Task goal: For every line in the data below that contains "fillStyle", copy the line.

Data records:
■ ■ ■ ■ ■ ■ ■
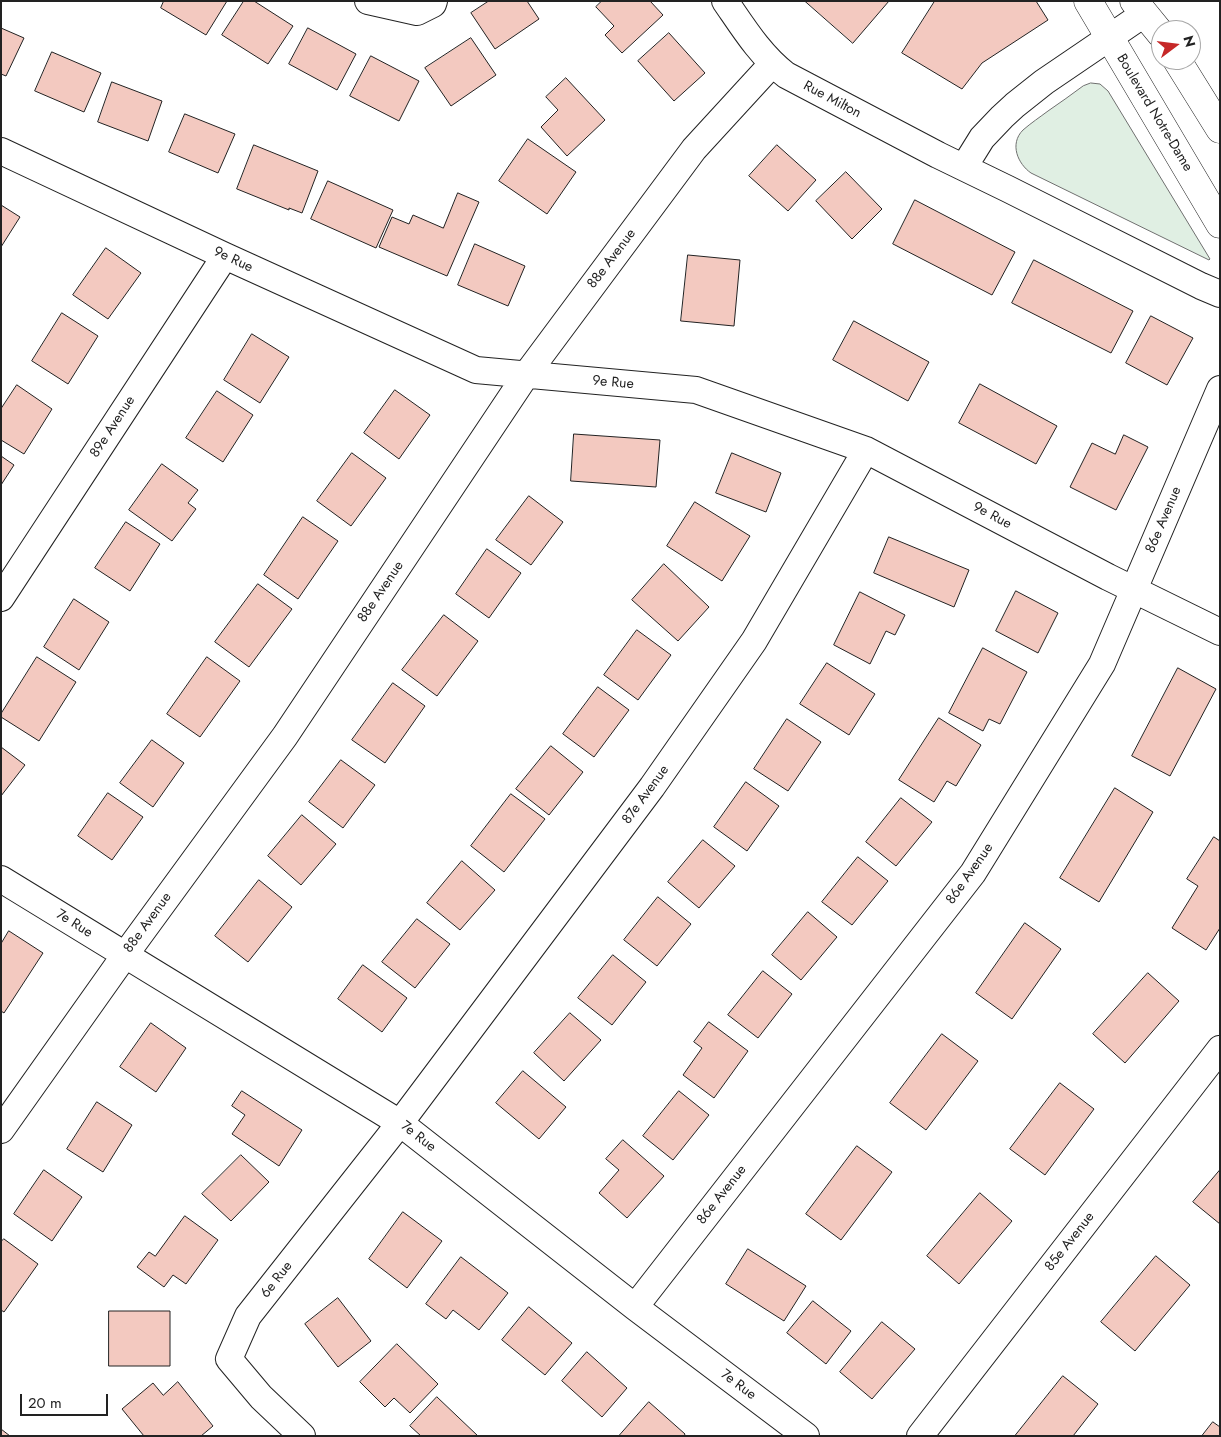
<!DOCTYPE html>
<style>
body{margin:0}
#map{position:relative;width:1221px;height:1437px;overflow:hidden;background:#fff;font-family:Jost,sans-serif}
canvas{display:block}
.frame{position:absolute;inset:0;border:2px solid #222;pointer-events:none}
.north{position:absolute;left:1151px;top:20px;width:50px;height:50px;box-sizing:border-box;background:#fff;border:1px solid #a7a7a7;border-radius:50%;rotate:75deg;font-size:14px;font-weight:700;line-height:20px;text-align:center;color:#222}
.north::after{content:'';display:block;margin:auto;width:18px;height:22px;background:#c62828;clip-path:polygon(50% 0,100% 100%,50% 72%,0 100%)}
.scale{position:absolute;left:20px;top:1394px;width:88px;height:22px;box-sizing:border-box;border:2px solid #222;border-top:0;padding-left:6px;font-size:15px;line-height:18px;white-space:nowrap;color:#222;-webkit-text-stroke:4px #fff;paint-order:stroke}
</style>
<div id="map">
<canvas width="1221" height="1437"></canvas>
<div class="frame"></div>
<div class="north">N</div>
<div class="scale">20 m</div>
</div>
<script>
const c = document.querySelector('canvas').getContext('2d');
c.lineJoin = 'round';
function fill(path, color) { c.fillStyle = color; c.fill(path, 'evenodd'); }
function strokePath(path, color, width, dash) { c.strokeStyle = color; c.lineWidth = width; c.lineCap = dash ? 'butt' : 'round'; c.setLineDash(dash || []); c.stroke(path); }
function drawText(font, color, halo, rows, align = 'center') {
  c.font = font + ' Jost,sans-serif'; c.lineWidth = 4; c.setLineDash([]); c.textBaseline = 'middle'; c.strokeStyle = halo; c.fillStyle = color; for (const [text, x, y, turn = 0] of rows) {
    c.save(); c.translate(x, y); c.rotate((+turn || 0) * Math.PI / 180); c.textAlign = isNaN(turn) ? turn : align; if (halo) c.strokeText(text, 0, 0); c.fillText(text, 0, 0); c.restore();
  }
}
const green = new Path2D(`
 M1091 83 1100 84 1108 91 1210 259 1209 260 1031 173C1018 164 1009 144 1023 130 1031 123 1040 117 1048 111 1060 103 1072 94 1083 86Z`);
fill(green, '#e0efe3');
strokePath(green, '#6f6f6f', 1);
const building = new Path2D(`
 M164 1H227L206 35 161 8Z
 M244 1H254L293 26 268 64 222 35Z
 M489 1H527L539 19 495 49 471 13Z
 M602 1H650L663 15 622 53 605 35 614 26 596 7Z
 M805 1H889L853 43Z
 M935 1H1036L1048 20 982 63 962 89 902 53Z
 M1 28 24 38 6 76 1 74Z
 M308 28 356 54 337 90 289 64Z
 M669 33 705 73 674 101 638 61Z
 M471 38 496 75 451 106 425 68Z
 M52 52 101 73 84 112 35 91Z
 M371 56 419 81 399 121 350 96Z
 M566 78 605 120 567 156 541 127 558 110 546 97Z
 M112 82 162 101 148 141 98 122Z
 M185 114 235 134 218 173 169 152Z
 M528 139 576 172 547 214 499 181Z
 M254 145 318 171 302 213 289 208V210L237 189Z
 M777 145 816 180 788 211 749 176Z
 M846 172 882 209 852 239 816 201Z
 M328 181 393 210 376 248 311 219Z
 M458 193 479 202 447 276 379 247 392 217 409 224 413 215 443 228Z
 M915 200 1015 252 992 295 893 244Z
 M1 205 20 217 1 247Z
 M475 244 525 266 508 306 458 285Z
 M106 248 141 273 108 319 73 295Z
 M688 255 740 260 734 326 681 321Z
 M1034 260 1133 311 1111 353 1012 303Z
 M62 313 98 336 68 384 32 361Z
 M1151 316 1193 338 1167 385 1126 363Z
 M854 321 929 362 908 401 833 360Z
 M252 334 289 357 260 403 224 380Z
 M980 384 1057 426 1036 464 959 423Z
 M17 385 52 409 24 454 1 440V409Z
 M395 390 430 415 399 459 364 433Z
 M217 391 253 415 223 462 186 438Z
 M574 434 660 440 656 487 571 481Z
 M1124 435 1148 447 1116 510 1070 487 1092 443 1115 454Z
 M352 453 386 478 351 526 317 501Z
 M732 453 781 473 766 512 716 493Z
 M1 456 14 465 1 485Z
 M162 464 198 490 188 503 196 509 172 541 129 510Z
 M529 496 563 522 531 565 496 540Z
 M695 502 750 536 722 581 667 546Z
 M303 517 338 541 298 599 264 575Z
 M126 522 160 544 130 591 95 568Z
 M889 537 969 570 954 607 874 573Z
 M487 549 521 573 489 618 456 594Z
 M664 564 709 607 678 641 632 600Z
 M258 584 292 609 249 667 215 642Z
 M1016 591 1058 613 1038 653 996 631Z
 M860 592 905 615 895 635 886 631 870 664 834 645Z
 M74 599 109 622 79 670 44 647Z
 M444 615 478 641 437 696 402 670Z
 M637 630 671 655 638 700 604 675Z
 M983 648 1027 672 1000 724 989 719 983 731 949 713Z
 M37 657 76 682 39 741 1 717V714Z
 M207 657 240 681 200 737 167 714Z
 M827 663 875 694 849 735 800 704Z
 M1178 668 1216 689 1170 776 1132 756Z
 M393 683 425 706 385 763 352 740Z
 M598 687 629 710 594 757 563 734Z
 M939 718 981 745 956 786 947 781 934 802 899 780Z
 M787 719 821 742 788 791 754 769Z
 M152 740 184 763 153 807 120 783Z
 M551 746 583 772 549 815 516 789Z
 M1 747 25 765 1 796Z
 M341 760 375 785 343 828 309 802Z
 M746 782 779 806 747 851 714 827Z
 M1115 788 1153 812 1099 902 1060 878Z
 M108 793 143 817 112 860 78 836Z
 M511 794 545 819 504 872 471 846Z
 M901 798 932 822 896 866 866 842Z
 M302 815 336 844 301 885 268 856Z
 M1214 837 1220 841V928L1206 950 1172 928 1198 886 1187 879Z
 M703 840 735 866 699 908 668 882Z
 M858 857 888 881 852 925 822 902Z
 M462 861 495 890 460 930 427 903Z
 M259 880 292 907 248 962 215 936Z
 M658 897 691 924 657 966 624 940Z
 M808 912 837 937 801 980 772 955Z
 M417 919 450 944 415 988 382 962Z
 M1025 923 1061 949 1012 1019 976 993Z
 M9 931 43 953 4 1013 1 1011V944Z
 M613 955 646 982 612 1025 578 998Z
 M363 965 407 998 382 1032 338 999Z
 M763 971 792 994 758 1038 728 1015Z
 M1148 973 1179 1001 1125 1063 1093 1034Z
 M570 1013 601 1040 564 1081 534 1053Z
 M709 1022 748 1051 714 1098 683 1075 702 1048 694 1042Z
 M151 1023 186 1048 156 1092 120 1067Z
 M942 1034 978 1061 926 1130 890 1103Z
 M523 1071 566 1107 539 1139 496 1103Z
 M1060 1083 1094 1109 1045 1175 1010 1149Z
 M242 1091 302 1130 279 1166 232 1134 245 1115 232 1106Z
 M679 1091 709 1115 673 1160 643 1136Z
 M97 1102 132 1125 103 1172 67 1149Z
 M623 1140 664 1176 627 1218 599 1193 619 1170 606 1159Z
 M857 1146 892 1172 841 1240 806 1214Z
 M241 1155 269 1182 231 1221 202 1194Z
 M44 1170 82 1197 52 1241 14 1214Z
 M1220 1170V1224L1193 1202Z
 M980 1193 1012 1221 959 1284 927 1256Z
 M403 1212 442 1241 407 1288 369 1259Z
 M185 1216 218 1240 186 1284 173 1275 164 1287 137 1267 149 1252 155 1256Z
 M4 1239 38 1264 4 1312 1 1310V1242Z
 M748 1249 806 1286 784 1321 726 1284Z
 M1156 1256 1190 1285 1135 1351 1101 1322Z
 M461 1257 508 1293 479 1330 453 1310 446 1319 426 1304Z
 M338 1298 371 1341 338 1367 305 1324Z
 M813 1301 851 1331 826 1364 787 1333Z
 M529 1307 572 1343 545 1375 502 1340Z
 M109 1311H170V1366H109Z
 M882 1322 915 1349 872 1399 840 1372Z
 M397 1344 438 1384 410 1413 394 1398 385 1407 360 1382Z
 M587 1352 627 1388 602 1417 562 1381Z
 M1063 1376 1098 1404 1073 1436H1015Z
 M178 1382 213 1426 201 1436H144L122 1409 153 1383 163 1395Z
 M437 1397 478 1436H421L410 1426Z
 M649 1402 685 1434 684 1436H619Z
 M1213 1422 1220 1427V1436H1202Z
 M1 1429 10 1436H1Z`);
fill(building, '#f3c9c0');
strokePath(building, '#222', 1);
const street = new Path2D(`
 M368 1 417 12 433 4 434 1
 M725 1C743 27 760 55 786 75L938 155 1008 189 1201 286 1220 294
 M1 151 225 256 476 370 696 390 866 450 1108 577 1220 632
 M964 167 982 138 1002 117 1015 105 1044 82 1144 14
 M1 598 225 256
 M1 879 400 1123 635 1307 806 1436
 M1 1130 125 955 285 736 526 375 694 149 772 64
 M635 1307 973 873 1102 664 1220 389
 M302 1436 261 1397 229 1359 248 1316 400 1123 652 787 754 641 866 450
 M920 1436 1220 1049`);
const secondary = new Path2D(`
 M1088 1 1220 224
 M1134 1 1161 34
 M1177 60 1220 129`);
strokePath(street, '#222', 28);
strokePath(secondary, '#222', 29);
strokePath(street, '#fff', 26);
strokePath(secondary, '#fff', 28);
drawText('14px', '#222', '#fff', [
 ["Rue Milton",832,100,28],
 ["Boulevard Notre-Dame",1154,113,59],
 ["88e Avenue",612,259,-53],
 ["9e Rue",233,260,25],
 ["9e Rue",613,383,5],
 ["89e Avenue",113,427,-57],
 ["9e Rue",992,516,28],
 ["86e Avenue",1164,520,-67],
 ["88e Avenue",381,592,-56],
 ["87e Avenue",646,795,-54],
 ["86e Avenue",970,874,-55],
 ["88e Avenue",148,923,-54],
 ["7e Rue",74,924,32],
 ["7e Rue",418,1137,38],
 ["86e Avenue",722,1195,-52],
 ["85e Avenue",1070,1242,-52],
 ["6e Rue",277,1280,-52],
 ["7e Rue",738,1385,37]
]);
</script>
■ ■ ■ ■ ■ ■ ■
Finished task:
function fill(path, color) { c.fillStyle = color; c.fill(path, 'evenodd'); }
  c.font = font + ' Jost,sans-serif'; c.lineWidth = 4; c.setLineDash([]); c.textBaseline = 'middle'; c.strokeStyle = halo; c.fillStyle = color; for (const [text, x, y, turn = 0] of rows) {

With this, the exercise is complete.